## [Brief]
Below is a listing. Copy each line of it that holds the word "highway".

-=-=-=-=-

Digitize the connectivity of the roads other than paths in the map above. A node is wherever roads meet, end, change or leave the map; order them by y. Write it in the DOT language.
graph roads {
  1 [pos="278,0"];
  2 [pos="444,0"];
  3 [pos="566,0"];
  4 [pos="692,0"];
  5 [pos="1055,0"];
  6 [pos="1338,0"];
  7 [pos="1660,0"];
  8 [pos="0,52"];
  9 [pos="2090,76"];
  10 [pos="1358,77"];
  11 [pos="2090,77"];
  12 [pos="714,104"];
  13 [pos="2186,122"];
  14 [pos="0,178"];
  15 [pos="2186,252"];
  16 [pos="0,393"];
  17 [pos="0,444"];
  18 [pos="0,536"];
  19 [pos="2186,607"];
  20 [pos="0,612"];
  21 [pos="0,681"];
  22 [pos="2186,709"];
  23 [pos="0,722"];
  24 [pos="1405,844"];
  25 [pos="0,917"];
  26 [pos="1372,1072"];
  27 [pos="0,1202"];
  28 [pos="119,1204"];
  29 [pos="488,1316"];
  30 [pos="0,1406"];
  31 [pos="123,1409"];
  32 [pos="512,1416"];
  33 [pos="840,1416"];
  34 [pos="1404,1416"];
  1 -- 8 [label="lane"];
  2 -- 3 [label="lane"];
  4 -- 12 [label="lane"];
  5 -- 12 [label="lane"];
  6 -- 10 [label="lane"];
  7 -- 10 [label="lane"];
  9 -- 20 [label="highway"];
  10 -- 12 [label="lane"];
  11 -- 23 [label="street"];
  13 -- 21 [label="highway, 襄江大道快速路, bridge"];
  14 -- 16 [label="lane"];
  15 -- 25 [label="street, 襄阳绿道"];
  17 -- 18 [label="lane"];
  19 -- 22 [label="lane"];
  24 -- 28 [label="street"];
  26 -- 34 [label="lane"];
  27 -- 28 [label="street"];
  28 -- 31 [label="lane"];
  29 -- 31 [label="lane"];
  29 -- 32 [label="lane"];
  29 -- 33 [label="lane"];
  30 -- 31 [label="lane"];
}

-=-=-=-=-

## [Exercise solution]
  9 -- 20 [label="highway"];
  13 -- 21 [label="highway, 襄江大道快速路, bridge"];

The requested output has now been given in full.